Plastic water bottles: Why we stopped caring about municipal water
In the 20 years since the drought, private water suppliers have more or less replaced the city administration as the supplier for drinking water.
By S Gopikrishna Warrier
In the late 1980s, when I started working in New Delhi, train travel from Kerala was an exercise in national integration. We filled drinking water from the taps on the railway platforms in our green, blue, red and yellow plastic water bottles that had straws attached to the caps. We knew how water tasted across the country – in Vijaywada the water was sweet, Balharshah brackish and Nagpur not bad.
We waited near the doors of our railway coaches as they coasted into the station, rushed to the water taps, fought, pushed and elbowed to fill our bottles.
By the mid-1990s, this changed. The platforms were quieter. No fighting, no swearing. Water came to us in sealed bottles. In fact, we did not even need to wait for the station. Water came to us at any time of our journey.
We had to buy the bottles, of course. But as the years passed it became more and more affordable. The pain of parting with a 10-rupee note in 1995 is not comparable to giving rupees 20 today.
There was drought in Chennai in 1993, the year after I had moved to this city. Living in Ashok Nagar in the western part of the city we were supplied with water in tankers.
Younger and stronger then, I carried bright-coloured plastic pots filled with water up the stairs.
One of my friends living in upmarket Alwarpet informed me of the new system of water delivery in 20-litre plastic bottles. He explained that the margins were low in this business and it had to survive on volumes.
Within a couple of years the system had reached my part of the city. There was no shortage of demand volume and the model had thrived and worked. There were many vendors. Some who made true promises on quality and others, not-so-true.
The bottles steadily reached individual homes and apartment blocks. And in the 20 years since the drought private water suppliers have more or less replaced the city administration as the supplier for drinking water. We stopped asking where the water came from. We also stopped demanding potable drinking water supply from our corporation.
What we did not realise in 1993 was that this transition to purchasable water was far more epochal than we understood. We hardly realise it even today.
The moment the urban middle and upper-middle class could purchase bottled water they stopped questioning about the quality of urban and rural water supply. And with this, the feedback loop that makes the government work in a democracy has become weak with relation to drinking water.
We do not question our administrators, legislators and parliamentarians. We have accepted and resigned to the fact that the water in the taps is of poor quality, and if we need better water we need to buy it.

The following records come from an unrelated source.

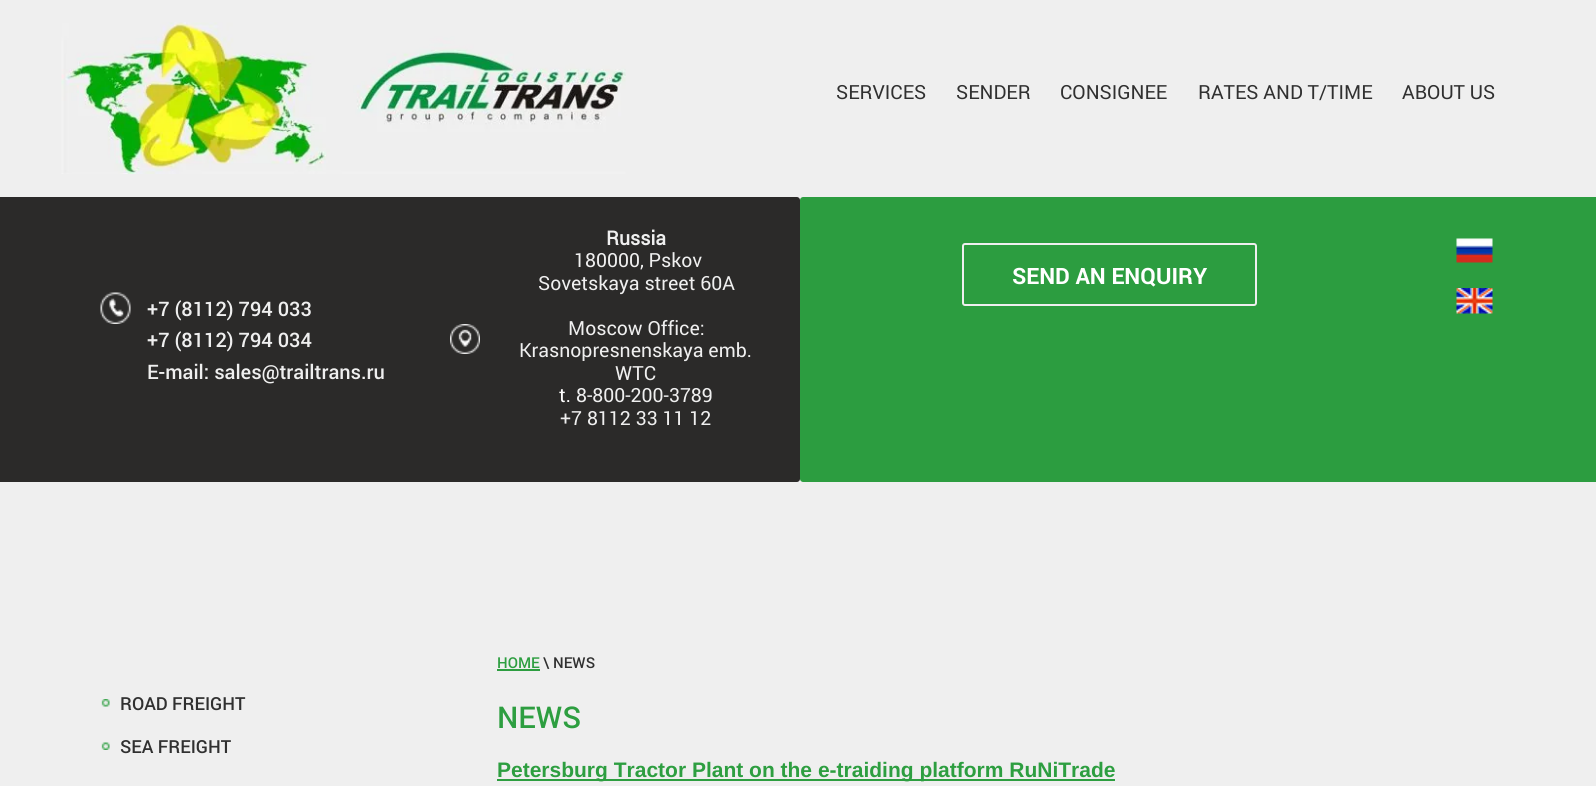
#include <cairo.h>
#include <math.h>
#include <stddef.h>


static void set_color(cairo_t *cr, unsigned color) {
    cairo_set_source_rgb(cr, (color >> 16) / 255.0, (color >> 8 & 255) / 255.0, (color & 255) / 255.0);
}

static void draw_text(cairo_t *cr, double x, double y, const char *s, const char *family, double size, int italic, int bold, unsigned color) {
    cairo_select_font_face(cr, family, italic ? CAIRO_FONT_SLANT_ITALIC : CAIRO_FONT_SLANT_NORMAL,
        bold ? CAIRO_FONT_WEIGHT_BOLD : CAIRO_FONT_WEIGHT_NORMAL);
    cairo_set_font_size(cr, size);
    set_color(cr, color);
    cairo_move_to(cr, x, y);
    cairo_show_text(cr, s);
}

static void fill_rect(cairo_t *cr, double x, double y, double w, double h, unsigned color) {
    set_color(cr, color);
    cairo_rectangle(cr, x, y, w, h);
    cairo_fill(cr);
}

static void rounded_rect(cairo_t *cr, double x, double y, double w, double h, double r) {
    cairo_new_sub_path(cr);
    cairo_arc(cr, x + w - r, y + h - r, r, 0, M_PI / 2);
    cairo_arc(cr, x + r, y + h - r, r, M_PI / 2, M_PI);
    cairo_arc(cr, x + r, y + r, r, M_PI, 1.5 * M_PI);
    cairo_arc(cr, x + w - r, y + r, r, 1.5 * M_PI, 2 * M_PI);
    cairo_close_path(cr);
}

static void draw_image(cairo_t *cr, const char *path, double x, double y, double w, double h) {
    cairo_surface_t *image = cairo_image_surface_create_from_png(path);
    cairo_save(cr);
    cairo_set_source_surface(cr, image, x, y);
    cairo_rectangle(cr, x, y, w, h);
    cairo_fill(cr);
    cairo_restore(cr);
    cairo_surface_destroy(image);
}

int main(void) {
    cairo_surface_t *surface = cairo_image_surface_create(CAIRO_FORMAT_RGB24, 1596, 786);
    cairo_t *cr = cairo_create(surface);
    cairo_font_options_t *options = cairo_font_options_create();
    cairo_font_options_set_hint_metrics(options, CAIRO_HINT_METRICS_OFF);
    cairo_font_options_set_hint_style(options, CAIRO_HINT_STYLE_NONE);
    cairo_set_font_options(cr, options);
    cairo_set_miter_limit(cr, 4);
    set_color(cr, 0xEFEFEF);
    cairo_paint(cr);
    draw_image(cr, "assets/img1.png", 61, 22, 565, 152);
    draw_text(cr, 836, 99, "SERVICES", "Roboto", 19.5, 0, 0, 0x303030);
    draw_text(cr, 956, 99, "SENDER", "Roboto", 19.5, 0, 0, 0x303030);
    draw_text(cr, 1060, 99, "CONSIGNEE", "Roboto", 19.5, 0, 0, 0x303030);
    draw_text(cr, 1198, 99, "RATES AND T/TIME", "Roboto", 19.5, 0, 0, 0x303030);
    draw_text(cr, 1402, 99, "ABOUT US", "Roboto", 19.5, 0, 0, 0x303030);
    fill_rect(cr, 0, 197, 62, 285, 0x2B2A29);
    cairo_new_path(cr);
    cairo_move_to(cr, 62, 197);
    cairo_line_to(cr, 797, 197);
    cairo_curve_to(cr, 798.5, 197, 800, 198.5, 800, 200);
    cairo_line_to(cr, 800, 479);
    cairo_curve_to(cr, 800, 480.5, 798.5, 482, 797, 482);
    cairo_line_to(cr, 62, 482);
    cairo_close_path(cr);
    cairo_fill(cr);
    draw_image(cr, "assets/img2.png", 100, 292, 31, 32);
    draw_text(cr, 147, 316, "+7 (8112) 794 033", "Roboto Medium", 20, 0, 0, 0xEFEFEF);
    draw_text(cr, 147, 347, "+7 (8112) 794 034", "Roboto Medium", 20, 0, 0, 0xEFEFEF);
    draw_text(cr, 147, 379, "E-mail: sales@trailtrans.ru", "Roboto Medium", 20, 0, 0, 0xEFEFEF);
    draw_image(cr, "assets/img3.png", 450, 324, 30, 30);
    draw_text(cr, 606, 245, "Russia", "Roboto", 19.5, 0, 1, 0xEFEFEF);
    draw_text(cr, 574, 267, "180000, Pskov", "Roboto", 19.5, 0, 0, 0xEFEFEF);
    draw_text(cr, 538, 290, "Sovetskaya street 60A", "Roboto", 19.5, 0, 0, 0xEFEFEF);
    draw_text(cr, 568, 335, "Moscow Office:", "Roboto", 19.5, 0, 0, 0xEFEFEF);
    draw_text(cr, 519, 357, "Krasnopresnenskaya emb.", "Roboto", 19.5, 0, 0, 0xEFEFEF);
    draw_text(cr, 615, 380, "WTC", "Roboto", 19.5, 0, 0, 0xEFEFEF);
    draw_text(cr, 559, 402, "t.", "Roboto", 19.5, 0, 0, 0xFFFFFF);
    draw_text(cr, 576, 402, "8-800-200-3789", "Roboto", 19.5, 0, 0, 0xEFEFEF);
    draw_text(cr, 560, 425, "+7 8112 33 11 12", "Roboto", 19.5, 0, 0, 0xEFEFEF);
    set_color(cr, 0x2C9D40);
    cairo_new_path(cr);
    cairo_move_to(cr, 803, 197);
    cairo_line_to(cr, 1535, 197);
    cairo_line_to(cr, 1535, 482);
    cairo_line_to(cr, 803, 482);
    cairo_curve_to(cr, 801.5, 482, 800, 480.5, 800, 479);
    cairo_line_to(cr, 800, 200);
    cairo_curve_to(cr, 800, 198.5, 801.5, 197, 803, 197);
    cairo_close_path(cr);
    cairo_fill(cr);
    rounded_rect(cr, 963, 244, 293, 61, 2);
    set_color(cr, 0xEFEFEF);
    cairo_stroke(cr);
    draw_text(cr, 1012, 284, "SEND AN ENQUIRY", "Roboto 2", 22.5, 0, 1, 0xFFFFFF);
    draw_image(cr, "assets/img4.png", 1456, 238, 37, 25);
    draw_image(cr, "assets/img5.png", 1456, 288, 37, 26);
    fill_rect(cr, 1535, 197, 61, 285, 0x2C9D40);
    draw_image(cr, "assets/img6.png", 101, 699, 9, 8);
    draw_text(cr, 120, 710, "ROAD FREIGHT", "Roboto Medium", 18, 0, 0, 0x303030);
    draw_image(cr, "assets/img7.png", 101, 742, 9, 8);
    draw_text(cr, 120, 753, "SEA FREIGHT", "Roboto Medium", 18, 0, 0, 0x303030);
    draw_text(cr, 497, 668, "HOME", "Roboto Medium", 15, 0, 0, 0x2D9E40);
    fill_rect(cr, 497, 669, 43, 2, 0x2D9E40);
    draw_text(cr, 543, 668, "\\ NEWS", "Roboto Medium", 15, 0, 0, 0x303030);
    draw_text(cr, 497, 728, "NEWS", "Roboto Medium", 30, 0, 0, 0x2D9E40);
    fill_rect(cr, 497, 779, 618, 2, 0x2D9E40);
    draw_text(cr, 497, 777, "Petersburg Tractor Plant on the e-traiding platform RuNiTrade", "Liberation Sans", 21, 0, 1, 0x2D9E40);
    cairo_surface_write_to_png(surface, "output.png");
    cairo_font_options_destroy(options);
    cairo_destroy(cr);
    cairo_surface_destroy(surface);
    return 0;
}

Pesticide residues in excess of the permissible limits were found in bottled drinking water samples in 2003 through the tests carried out by the Centre for Science and Environment, New Delhi. The story created a national furore. Nobody was sampling water from the taps of cities and villages. Or, even if they did, their stories did not
It was not so just a couple of decades ago. In late 1980s, Prime Minister Rajiv Gandhi publicly reprimanded and sought punishment for Municipal Corporation of Delhi officials for the outbreak of cholera in Delhi’s slums. The media and the citizenry applauded.
Though may be extra-treated and boiled, in those days the water on prime minister’s table came from the same source that supplied to the slums. And so was the case with the journalists who reported the story, and those who read, heard and saw the news.
There was not much rain over Chennai in 2012. The string of cyclones from the Bay of Bengal, which totals as the monsoons for the eastern coast of Tamil Nadu, had not delivered much. However, even with these small rains there was news about cholera and gastroenteritis deaths. Obviously the quality of the water in the taps was not of the required standard.
There are no Rajiv Gandhi-like policy makers asking questions, since they themselves drink bottled water and are unlikely to be worried about the quality of the liquid that flows through the taps. And we are unlikely to remind them. Bottled water has created the divide.
With the ready availability of bottled water, it has become even more difficult to see the ecological footprint of water that we are drinking. We do not know, or do not care to know, from where the water comes, and whether it is being tapped at the cost of the local residents. For instance, most bottling units that supply water to Chennai operate out of the narrow freshwater aquifer running adjacent to the coast south of the city.
Conflicts as at Plachimada near Palakkad in Kerala happened. The local community living below the Palakkad hills accused Coca Cola Company of extracting unsustainable quantities of groundwater for bottled water and soft drinks for urban consumers. Media picked up the story. Environmental activists joined the fight.
Starting August 2009, I was on a 30-month assignment in Cotonou city of Benin in West Africa. A former French colony adjacent to Nigeria, Benin is a poor country in which half of its 8.5 million population lives on less than two dollars a day. In Cotonou we bought a ceramic-candle water filter. We boiled tap water, passed it through the simple filter and drank.
In Chennai, in our emerging-economy India, we had thrown out our ceramic-candle filter nearly 20 years ago. We either drink bottled water or that drawn from a home-based reverse osmosis unit.
Perhaps all of us miss the elbow jab on the ribs while jostling for water on the Balharshah railway platform. That was the feedback that kept our tap water safe.